Six pack : simplifions le tableau de bord !
Entré en vigueur en décembre 2011, le « Six pack » introduit un mécanisme de surveillance des déséquilibres macroéconomiques. Les dix indicateurs retenus afin d’alerter des risques de déséquilibre ne semblent pas apporter beaucoup par rapport à la simple observation des déséquilibres extérieurs courants.
Par Laurence Nayman, Sophie Piton, Agnès Bénassy-Quéré
Billet du 14 novembre 2012
La crise que traverse la zone euro n’est pas uniquement une crise des finances publiques. Jusqu’en 2007, l’Espagne et l’Irlande respectaient parfaitement le Pacte de Stabilité et de Croissance (PSC). Dans ces deux pays, c’est l’endettement non pas public mais privé (banques, dettes hypothécaires) qui a été à l’origine des tensions.

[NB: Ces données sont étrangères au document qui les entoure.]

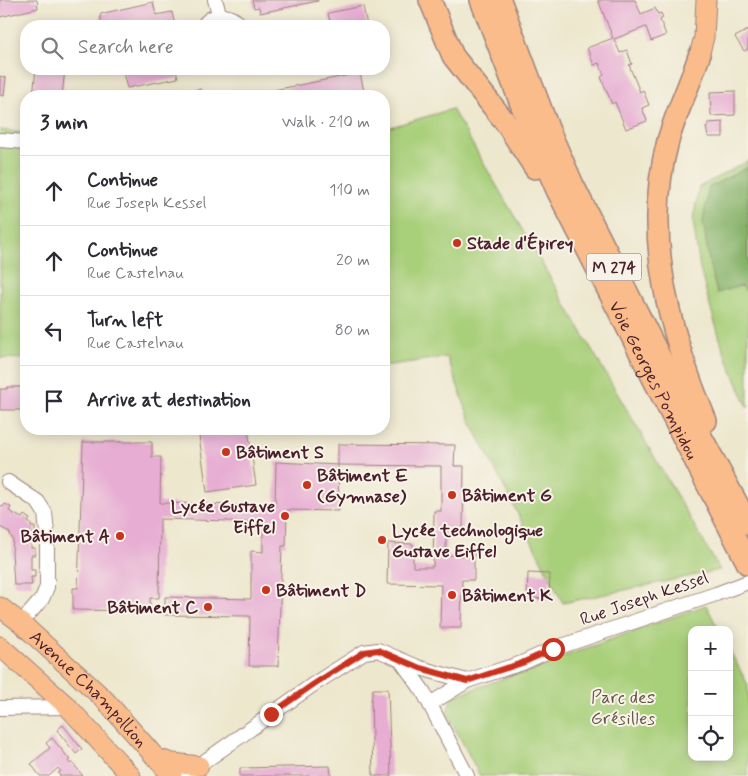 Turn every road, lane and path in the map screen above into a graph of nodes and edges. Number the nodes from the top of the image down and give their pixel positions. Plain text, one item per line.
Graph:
1 (215, 0) edge
2 (430, 0) edge
3 (481, 0) edge
4 (500, 0) edge
5 (706, 4) edge
6 (220, 16) junction
7 (210, 20) edge
8 (236, 20) edge
9 (699, 56) joint
10 (0, 140) edge
11 (20, 142) edge
12 (580, 238) junction
13 (8, 482) dead end
14 (748, 524) edge
15 (748, 564) edge
16 (748, 582) edge
17 (0, 607) edge
18 (21, 623) junction
19 (0, 646) edge
20 (402, 661) junction
21 (467, 681) junction
22 (423, 690) junction
23 (430, 704) junction
24 (68, 707) junction
25 (0, 708) edge
26 (156, 758) junction
27 (193, 772) edge
28 (131, 776) edge
29 (172, 776) edge
30 (467, 776) edge

1 - 6 street
2 - 12 highway
3 - 12 highway, Voie Georges Pompidou / M 274
4 - 14 highway, Voie Georges Pompidou / M 274
5 - 9 main road
6 - 7 street
6 - 8 street
9 - 14 highway
10 - 11 street
12 - 15 highway, Voie Georges Pompidou / M 274
13 - 18 street
16 - 21 street, Rue Joseph Kessel
17 - 18 main road, Avenue Champollion
18 - 26 main road, Avenue Champollion
19 - 24 main road, Avenue Champollion
20 - 21 street
20 - 22 street
20 - 27 street
21 - 22 street, Rue Joseph Kessel
21 - 23 street, Rue Joseph Kessel
22 - 23 street
23 - 30 street
24 - 25 street
24 - 28 main road, Avenue Champollion
26 - 27 main road
26 - 29 main road, Avenue Champollion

Très tôt dans la crise, les Européens ont pris conscience de l’importance excessive donnée à la surveillance des finances publiques des Etats-membres [1]. Entré en vigueur en décembre 2011, le paquet législatif européen nommé « Six pack » comprend, en plus d’un renforcement de la surveillance budgétaire, un mécanisme de surveillance des « déséquilibres macroéconomiques » pouvant impliquer des sanctions en cas de « déséquilibre excessif ». Un « système d’alerte précoce » a été mis en place sur la base d’un tableau de bord comprenant dix indicateurs (tableau 1). Une analyse approfondie est alors menée par la Commission européenne pour déterminer si les déséquilibres relevés par les différents indicateurs sont ou non inquiétants.
Dès février 2012, la Commission européenne a publié sur son site la performance des différents Etats membres au regard des dix indicateurs inclus dans le tableau de bord. Les résultats sont résumés dans la figure ci-dessous.

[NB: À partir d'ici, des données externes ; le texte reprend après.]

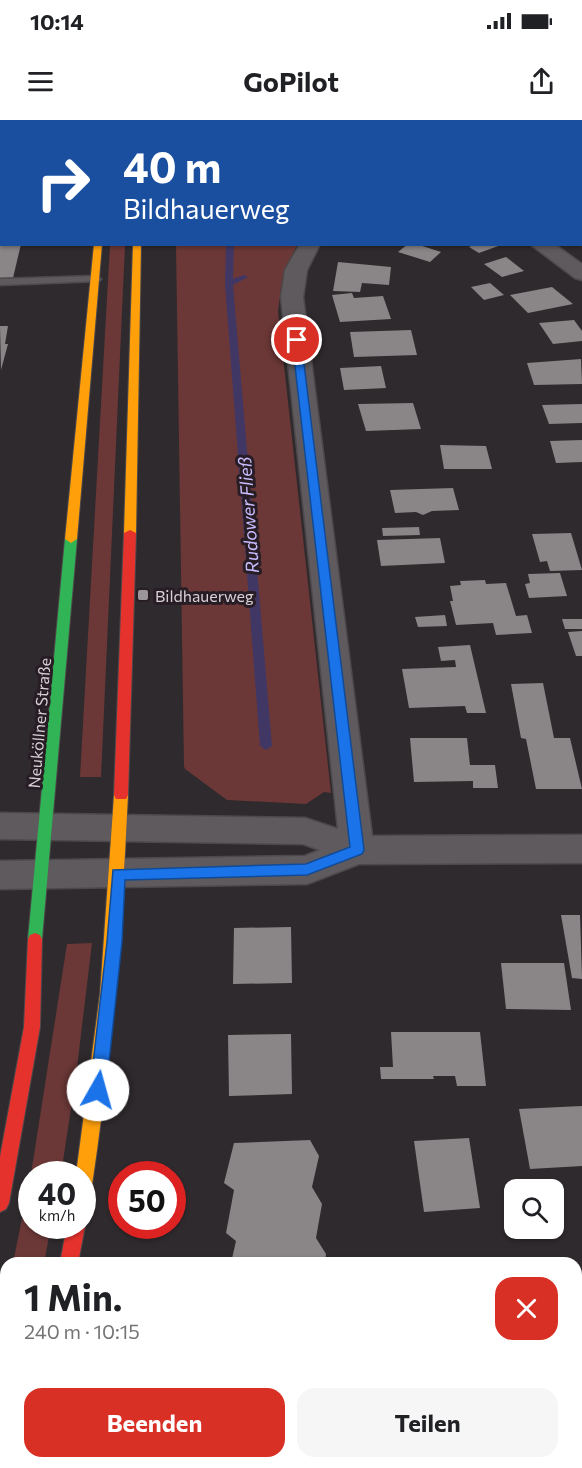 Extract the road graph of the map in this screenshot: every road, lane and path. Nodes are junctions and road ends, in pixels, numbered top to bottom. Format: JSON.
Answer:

En mai, douze analyses approfondies ont été publiées pour la Belgique, la Bulgarie, Chypre, le Danemark, la Finlande, la France, l’Italie, la Hongrie, la Slovénie, l’Espagne, la Suède et le Royaume-Uni. S’il était logique de ne pas réaliser des rapports approfondis pour les trois Etats membres sous plan d’ajustement (Grèce, Irlande et Portugal), la Troïka s’en chargeant déjà, la sélection des pays ne reflète pas les « notes » telles qu’elles émanent du tableau de bord. On peut dès lors s’interroger sur la pertinence de ce tableau de bord au regard de l’objectif recherché : traquer les déséquilibres macroéconomiques dans chaque Etat-membre.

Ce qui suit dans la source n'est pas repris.